With respect to servicing rights associated with mortgage loans originated
by the Company, the estimated fair value of such rights would be determined
based on the underlying characteristics of the mortgages the Company services in
its REMIC securitizations. Since the fair value of such rights only
sufficiently covers the cost of such servicing, no separate servicing asset is
recognized since it would be immaterial. Therefore, the entire cost of
originating the mortgage loans is allocated to such mortgages.

New Accounting Pronouncement

In June 1996, the Financial Accounting Standards Board ("FASB") issued
Statement of Financial Accounting Standards No. 125 "Accounting for Transfers
and Servicing of Financial Assets and Extinguishments of Liabilities" (SFAS 125)
which is effective for transactions occurring after December

41

LTC PROPERTIES, INC.

NOTES TO CONSOLIDATED FINANCIAL STATEMENTS (CONTINUED)

31, 1996 and applicable to assets held on or acquired after January 1, 1997.
SFAS 125 amends SFAS No. 115 and supersedes SFAS No. 77 "Reporting by
Transferors for Transfers of Receivables with Recourse." In addition, Statement
125 amends certain other accounting literature which provided guidance with
respect to the Company's REMIC securitization transactions.

SFAS 125 provides specific criteria for determining whether or not a
transfer of assets is a sale or a secured borrowing. In order for sales
accounting to apply, the new criteria specifies that 1) transferred assets must
be isolated from the transferor 2) the transferee obtains the right free of any
conditional constraints to pledge or exchange the assets, or the transferee is a
qualifying special purpose entity of which the holders of the beneficial
interests have the right free of any conditional constraints to pledge or
exchange those interests, and 3) the transferor does not maintain effective
control over the transferred assets. The Company believes that the structure of
its securitizations would continue to meet the sales accounting standards
established in SFAS 125, however, to the extent that recent interpretations of
certain provisions of SFAS 125 would require modification to the REMIC
structure, the Company would make the necessary modifications to allow for its
future securitizations to continue to be accounted for as sales. In addition,
SFAS 125 provides that upon completion of a sale, the assets received and the
liabilities incurred, if any, shall be recognized at their fair values at the
time of the transaction with any gains or losses recognized in earnings.
Management believes that these new provisions will not have a material impact on
the financial position or results of operations of the Company with respect to
any future securitizations.

SFAS 125 also requires the measurement of servicing assets and liabilities
when an entity undertakes an obligation to service financial assets. The
Company currently provides servicing on the loans from its three previous REMIC
securitizations and would expect to do so in any future REMIC. However,
historically, the Company receives only adequate compensation for such servicing
and, as such, has determined that any servicing asset would be immaterial.
Therefore, management believes that this provision of SFAS 125 will not
materially impact the Company's financial position.

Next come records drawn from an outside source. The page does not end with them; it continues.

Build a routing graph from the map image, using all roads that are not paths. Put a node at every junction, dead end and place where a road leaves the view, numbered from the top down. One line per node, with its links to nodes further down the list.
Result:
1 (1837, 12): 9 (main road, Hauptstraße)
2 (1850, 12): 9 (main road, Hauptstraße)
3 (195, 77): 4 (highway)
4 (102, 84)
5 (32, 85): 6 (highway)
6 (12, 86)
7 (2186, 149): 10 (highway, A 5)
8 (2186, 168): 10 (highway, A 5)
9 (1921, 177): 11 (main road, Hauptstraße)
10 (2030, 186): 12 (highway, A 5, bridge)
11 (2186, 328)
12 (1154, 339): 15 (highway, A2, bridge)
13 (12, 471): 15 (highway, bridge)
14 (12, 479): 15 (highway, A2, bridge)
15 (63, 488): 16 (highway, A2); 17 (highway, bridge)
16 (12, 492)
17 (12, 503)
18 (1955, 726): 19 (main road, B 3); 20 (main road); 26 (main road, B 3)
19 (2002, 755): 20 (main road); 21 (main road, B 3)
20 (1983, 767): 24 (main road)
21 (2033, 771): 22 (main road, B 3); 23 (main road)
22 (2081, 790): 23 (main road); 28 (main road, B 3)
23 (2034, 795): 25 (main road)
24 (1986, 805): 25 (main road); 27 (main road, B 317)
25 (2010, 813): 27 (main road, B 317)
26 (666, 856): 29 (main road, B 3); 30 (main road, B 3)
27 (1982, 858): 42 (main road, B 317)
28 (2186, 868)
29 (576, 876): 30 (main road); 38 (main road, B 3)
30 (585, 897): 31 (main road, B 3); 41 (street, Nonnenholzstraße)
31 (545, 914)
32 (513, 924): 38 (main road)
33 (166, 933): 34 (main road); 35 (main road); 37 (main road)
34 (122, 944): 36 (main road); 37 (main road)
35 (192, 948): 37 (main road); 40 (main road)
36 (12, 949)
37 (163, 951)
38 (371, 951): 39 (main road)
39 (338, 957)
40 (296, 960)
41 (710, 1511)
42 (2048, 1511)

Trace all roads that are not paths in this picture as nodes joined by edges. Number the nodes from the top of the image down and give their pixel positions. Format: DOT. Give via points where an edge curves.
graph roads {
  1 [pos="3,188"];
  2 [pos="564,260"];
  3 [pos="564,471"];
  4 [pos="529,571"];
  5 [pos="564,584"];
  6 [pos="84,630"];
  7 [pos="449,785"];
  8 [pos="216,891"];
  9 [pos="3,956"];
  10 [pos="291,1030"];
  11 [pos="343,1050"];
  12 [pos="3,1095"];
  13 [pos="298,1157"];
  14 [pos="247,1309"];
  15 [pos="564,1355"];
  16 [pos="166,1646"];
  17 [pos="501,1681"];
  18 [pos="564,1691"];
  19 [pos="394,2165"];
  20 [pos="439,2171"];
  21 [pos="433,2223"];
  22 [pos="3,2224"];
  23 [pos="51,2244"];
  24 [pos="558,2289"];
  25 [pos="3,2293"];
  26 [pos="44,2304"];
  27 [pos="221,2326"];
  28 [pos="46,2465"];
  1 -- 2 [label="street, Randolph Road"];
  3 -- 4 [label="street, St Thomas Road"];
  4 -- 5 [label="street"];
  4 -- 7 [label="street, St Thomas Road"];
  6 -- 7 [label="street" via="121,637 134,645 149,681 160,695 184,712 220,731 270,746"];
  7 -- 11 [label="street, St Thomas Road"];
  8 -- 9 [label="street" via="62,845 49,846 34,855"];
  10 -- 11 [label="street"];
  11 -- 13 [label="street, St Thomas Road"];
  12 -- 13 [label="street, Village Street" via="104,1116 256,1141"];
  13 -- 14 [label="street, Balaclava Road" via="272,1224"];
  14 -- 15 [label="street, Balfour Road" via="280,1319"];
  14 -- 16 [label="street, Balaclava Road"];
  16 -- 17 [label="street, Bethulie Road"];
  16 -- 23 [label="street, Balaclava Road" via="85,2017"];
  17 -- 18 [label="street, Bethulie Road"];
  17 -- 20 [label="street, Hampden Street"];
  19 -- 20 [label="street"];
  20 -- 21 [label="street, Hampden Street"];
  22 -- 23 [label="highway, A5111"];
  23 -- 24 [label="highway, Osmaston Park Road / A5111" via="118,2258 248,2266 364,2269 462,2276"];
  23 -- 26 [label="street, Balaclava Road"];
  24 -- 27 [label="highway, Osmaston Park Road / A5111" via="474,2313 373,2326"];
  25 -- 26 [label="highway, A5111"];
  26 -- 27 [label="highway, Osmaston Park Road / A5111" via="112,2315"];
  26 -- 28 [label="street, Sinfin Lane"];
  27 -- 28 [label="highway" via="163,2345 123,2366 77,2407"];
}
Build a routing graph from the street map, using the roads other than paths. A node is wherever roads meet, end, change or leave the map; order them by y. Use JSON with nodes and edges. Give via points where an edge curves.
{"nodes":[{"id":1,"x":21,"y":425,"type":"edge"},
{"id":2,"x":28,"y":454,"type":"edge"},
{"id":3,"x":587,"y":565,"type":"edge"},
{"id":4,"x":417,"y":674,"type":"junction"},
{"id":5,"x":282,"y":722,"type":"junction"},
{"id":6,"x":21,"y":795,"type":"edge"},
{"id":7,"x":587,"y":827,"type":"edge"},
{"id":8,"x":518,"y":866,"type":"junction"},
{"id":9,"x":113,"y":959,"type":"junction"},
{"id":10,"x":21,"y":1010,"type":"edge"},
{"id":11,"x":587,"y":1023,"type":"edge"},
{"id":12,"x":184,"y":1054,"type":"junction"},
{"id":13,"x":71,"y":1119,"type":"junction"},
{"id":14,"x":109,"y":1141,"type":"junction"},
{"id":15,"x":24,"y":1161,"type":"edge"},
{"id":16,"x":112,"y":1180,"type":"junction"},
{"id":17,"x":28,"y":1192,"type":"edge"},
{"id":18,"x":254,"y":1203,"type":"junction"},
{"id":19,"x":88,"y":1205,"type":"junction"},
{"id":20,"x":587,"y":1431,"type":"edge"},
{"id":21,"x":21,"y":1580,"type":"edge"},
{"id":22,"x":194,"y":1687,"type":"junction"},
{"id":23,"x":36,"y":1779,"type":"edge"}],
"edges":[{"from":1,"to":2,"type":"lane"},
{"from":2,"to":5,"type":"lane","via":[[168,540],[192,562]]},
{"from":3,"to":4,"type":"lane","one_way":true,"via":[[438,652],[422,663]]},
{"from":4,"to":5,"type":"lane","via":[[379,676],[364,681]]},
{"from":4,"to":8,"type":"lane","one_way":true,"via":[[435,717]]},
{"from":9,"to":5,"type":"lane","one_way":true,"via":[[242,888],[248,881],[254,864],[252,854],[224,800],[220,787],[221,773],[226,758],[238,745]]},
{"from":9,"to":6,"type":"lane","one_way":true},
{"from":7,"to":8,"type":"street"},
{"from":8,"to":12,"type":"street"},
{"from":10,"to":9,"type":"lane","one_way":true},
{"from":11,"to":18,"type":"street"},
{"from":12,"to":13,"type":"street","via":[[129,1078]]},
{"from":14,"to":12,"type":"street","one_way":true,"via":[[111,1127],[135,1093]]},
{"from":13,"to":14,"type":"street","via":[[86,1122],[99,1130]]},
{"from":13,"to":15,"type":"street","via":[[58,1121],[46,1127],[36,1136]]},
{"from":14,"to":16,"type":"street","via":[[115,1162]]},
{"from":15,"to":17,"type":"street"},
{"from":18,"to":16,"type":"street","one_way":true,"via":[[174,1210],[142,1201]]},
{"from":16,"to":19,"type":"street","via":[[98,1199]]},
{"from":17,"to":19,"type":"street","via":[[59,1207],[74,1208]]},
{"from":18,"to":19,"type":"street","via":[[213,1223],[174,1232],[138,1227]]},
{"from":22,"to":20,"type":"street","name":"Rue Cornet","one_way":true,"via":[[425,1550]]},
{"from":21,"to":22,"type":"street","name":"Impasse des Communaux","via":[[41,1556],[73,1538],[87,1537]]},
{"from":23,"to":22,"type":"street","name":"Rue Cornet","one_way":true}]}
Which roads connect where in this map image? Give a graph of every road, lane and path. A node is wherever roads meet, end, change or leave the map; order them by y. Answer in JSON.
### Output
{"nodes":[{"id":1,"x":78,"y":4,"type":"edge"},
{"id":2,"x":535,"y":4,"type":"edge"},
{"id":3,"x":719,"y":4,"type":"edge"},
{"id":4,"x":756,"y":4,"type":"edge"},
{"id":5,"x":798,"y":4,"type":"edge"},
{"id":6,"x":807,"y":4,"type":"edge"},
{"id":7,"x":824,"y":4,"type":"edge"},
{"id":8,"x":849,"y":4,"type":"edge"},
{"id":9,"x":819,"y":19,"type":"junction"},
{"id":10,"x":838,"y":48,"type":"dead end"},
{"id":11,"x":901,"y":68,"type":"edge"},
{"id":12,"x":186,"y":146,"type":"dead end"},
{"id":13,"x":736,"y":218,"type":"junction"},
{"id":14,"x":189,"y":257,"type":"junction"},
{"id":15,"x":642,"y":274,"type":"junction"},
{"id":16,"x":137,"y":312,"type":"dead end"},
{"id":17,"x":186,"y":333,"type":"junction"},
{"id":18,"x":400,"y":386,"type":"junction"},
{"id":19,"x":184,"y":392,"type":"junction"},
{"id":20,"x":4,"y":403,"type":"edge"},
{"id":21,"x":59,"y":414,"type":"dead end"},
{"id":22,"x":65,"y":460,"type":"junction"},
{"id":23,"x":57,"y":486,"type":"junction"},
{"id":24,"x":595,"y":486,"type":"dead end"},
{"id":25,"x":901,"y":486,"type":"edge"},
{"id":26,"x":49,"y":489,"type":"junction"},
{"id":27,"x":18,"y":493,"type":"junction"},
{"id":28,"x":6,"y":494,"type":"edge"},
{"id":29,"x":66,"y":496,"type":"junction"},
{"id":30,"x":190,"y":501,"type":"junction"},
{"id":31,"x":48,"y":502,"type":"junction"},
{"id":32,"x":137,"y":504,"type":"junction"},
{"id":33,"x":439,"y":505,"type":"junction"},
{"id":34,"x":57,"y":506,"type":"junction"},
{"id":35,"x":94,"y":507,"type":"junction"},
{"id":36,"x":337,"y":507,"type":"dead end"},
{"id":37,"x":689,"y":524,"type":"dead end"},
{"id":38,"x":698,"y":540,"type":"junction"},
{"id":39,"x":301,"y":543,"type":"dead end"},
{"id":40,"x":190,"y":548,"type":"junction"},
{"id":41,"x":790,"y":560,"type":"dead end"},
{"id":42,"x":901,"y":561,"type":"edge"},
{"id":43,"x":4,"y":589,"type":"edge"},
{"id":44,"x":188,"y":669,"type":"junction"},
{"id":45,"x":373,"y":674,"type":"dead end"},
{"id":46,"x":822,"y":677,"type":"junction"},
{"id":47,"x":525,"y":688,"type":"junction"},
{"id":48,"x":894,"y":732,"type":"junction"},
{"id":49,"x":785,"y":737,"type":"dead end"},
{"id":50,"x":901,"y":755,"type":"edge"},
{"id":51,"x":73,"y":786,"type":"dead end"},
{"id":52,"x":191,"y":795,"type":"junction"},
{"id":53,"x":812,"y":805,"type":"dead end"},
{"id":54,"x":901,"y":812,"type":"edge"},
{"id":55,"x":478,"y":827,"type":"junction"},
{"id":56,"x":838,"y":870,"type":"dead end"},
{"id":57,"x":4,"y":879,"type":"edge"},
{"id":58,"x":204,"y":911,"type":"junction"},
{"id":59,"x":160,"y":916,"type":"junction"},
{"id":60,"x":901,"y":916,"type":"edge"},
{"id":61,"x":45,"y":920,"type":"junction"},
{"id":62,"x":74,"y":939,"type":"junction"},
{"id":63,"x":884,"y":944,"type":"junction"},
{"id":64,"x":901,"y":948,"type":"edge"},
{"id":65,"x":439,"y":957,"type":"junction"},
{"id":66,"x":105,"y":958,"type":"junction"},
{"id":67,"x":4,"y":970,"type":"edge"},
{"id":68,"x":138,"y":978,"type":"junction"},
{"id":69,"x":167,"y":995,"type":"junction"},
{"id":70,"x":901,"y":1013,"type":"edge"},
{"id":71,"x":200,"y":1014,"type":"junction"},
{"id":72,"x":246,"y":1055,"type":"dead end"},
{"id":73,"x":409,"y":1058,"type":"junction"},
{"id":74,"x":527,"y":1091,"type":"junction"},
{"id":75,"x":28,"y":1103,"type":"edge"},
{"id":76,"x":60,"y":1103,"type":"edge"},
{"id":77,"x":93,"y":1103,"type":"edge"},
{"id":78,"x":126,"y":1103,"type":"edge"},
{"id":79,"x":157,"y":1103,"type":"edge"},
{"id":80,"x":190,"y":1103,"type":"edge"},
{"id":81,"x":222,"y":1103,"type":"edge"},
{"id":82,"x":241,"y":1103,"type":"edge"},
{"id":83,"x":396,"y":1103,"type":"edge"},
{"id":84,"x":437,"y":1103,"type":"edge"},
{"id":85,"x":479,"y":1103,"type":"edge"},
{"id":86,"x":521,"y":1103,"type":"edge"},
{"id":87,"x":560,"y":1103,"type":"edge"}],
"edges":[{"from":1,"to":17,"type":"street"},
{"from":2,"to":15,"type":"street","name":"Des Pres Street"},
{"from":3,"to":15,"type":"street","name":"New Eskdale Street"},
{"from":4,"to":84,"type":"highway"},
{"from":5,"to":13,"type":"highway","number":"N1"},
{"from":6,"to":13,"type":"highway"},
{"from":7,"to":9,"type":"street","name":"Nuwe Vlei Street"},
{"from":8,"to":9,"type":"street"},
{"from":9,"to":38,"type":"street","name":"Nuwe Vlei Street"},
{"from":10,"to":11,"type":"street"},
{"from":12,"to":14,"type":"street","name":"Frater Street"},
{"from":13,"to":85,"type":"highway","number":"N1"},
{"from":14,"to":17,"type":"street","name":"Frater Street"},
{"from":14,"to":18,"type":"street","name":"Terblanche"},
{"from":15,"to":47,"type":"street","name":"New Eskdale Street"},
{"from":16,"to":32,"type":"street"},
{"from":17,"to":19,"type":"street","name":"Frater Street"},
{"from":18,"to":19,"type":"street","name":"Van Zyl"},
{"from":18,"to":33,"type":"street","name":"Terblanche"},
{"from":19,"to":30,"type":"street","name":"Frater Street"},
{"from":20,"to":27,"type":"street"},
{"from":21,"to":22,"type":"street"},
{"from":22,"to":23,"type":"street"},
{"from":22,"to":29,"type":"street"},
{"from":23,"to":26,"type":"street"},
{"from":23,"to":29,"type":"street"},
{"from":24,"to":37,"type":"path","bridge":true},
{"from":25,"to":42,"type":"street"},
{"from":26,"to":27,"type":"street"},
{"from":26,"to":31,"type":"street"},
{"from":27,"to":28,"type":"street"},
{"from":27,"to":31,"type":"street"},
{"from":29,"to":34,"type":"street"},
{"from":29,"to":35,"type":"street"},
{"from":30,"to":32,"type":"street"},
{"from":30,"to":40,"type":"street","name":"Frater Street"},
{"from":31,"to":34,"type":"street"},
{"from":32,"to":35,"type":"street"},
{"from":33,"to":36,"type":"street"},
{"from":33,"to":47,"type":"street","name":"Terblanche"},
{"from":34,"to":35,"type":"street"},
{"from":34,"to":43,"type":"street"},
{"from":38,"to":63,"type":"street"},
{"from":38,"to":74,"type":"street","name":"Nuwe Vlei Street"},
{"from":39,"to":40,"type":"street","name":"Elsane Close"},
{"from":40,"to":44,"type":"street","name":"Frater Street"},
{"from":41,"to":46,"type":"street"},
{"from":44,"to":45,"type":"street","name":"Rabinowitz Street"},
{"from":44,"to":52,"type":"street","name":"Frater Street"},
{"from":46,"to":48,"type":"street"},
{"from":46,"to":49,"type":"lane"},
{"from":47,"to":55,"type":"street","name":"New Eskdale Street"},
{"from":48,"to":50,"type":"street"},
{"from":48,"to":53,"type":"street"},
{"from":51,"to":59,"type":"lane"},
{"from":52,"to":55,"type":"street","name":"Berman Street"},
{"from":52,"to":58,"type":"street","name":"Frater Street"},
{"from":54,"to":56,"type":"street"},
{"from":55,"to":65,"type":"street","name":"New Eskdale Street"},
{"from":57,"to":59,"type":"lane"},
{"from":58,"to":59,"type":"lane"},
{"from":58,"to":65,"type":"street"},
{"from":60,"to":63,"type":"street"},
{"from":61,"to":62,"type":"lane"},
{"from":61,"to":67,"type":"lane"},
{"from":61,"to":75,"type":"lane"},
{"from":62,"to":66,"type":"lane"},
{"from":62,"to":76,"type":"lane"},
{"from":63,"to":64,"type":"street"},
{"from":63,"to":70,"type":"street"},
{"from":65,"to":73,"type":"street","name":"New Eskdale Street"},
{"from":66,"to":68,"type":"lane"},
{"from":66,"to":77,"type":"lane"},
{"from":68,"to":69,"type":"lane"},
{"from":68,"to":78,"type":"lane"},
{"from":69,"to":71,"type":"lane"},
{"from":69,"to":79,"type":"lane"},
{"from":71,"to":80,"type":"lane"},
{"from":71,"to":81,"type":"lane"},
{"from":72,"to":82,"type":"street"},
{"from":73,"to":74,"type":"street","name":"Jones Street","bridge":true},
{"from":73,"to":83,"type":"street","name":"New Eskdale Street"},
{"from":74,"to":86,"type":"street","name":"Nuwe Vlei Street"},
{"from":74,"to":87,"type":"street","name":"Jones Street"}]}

Furthermore, SFAS 125 modifies the accounting for certain financial assets
that can contractually be prepaid or otherwise settled in such a way that the
holder would not substantially recover all of its recorded investment to be
accounted for at their fair value under SFAS 115. The Company currently accounts
for its investments in REMIC Certificates at estimated fair value, consequently,
there would be no material effect on the financial position or results of
operations of the Company resulting from the adoption of these provisions of
SFAS 125.

3. SUPPLEMENTAL CASH FLOW INFORMATION

The details of net changes in other assets and liabilities for the years
ended December 31, 1996, 1995 and 1994 are as follows:



1996 1995 1994
--------------- --------------- --------------

(Increase) in interest receivable $ (875) $ (741) $ (462)
(Increase) decrease in prepaid, other assets and allowance (99) (285) 475
Increase (decrease) in accrued interest 2,819 1,224 (755)
Increase (decrease) in accrued expenses and other liabilities 1,112 (1,276) 1,464
------- ------- --------
Net change $ 2,957 $(1,078) $ 722
======= ======= ========

Non-cash investing and financing transactions:
Securitization of mortgage loans for REMIC Certificates $80,962 $ - $127,640



42

LTC PROPERTIES, INC.

NOTES TO CONSOLIDATED FINANCIAL STATEMENTS (CONTINUED)



1996 1995 1994
-------------- ------------- -------------

Issuance of mortgage loans payable for REMIC Certificates
31,525 - -
Conversion of debentures into common stock 18,813 19,357 33,306
Assumption of mortgage loans payable relating to
acquisitions of real estate properties 9,641 13,407 3,337

Assumption of capital lease obligations - 5,965 -
Minority interest 8,932 1,041 -


4. REAL ESTATE INVESTMENTS

MORTGAGE LOANS

During 1996, the Company invested $99,440,000 in mortgage loans secured by,
among other things, first mortgages on 31 skilled nursing facilities with a
total of 4,077 beds and five assisted living residences with a total of 177
units and certain borrower guarantees. The mortgage loans, which individually
range from $305,000 to $11,250,000 in principal amount, have an initial weighted
average interest rate of 10.42%, have stated maturities of 5 to 20 years,
generally have 25-year amortization schedules, and provide for certain facility
fees. Most of the loans provide for annual interest rate increases in the
initial rate based upon a specified increase, which range from 10 to 12.5 basis
points. Approximately $9,825,000 of the loans due in 1997 will be paid off once
the Company completes a sale-leaseback transaction for the same amount on
assisted living facilities that are being constructed.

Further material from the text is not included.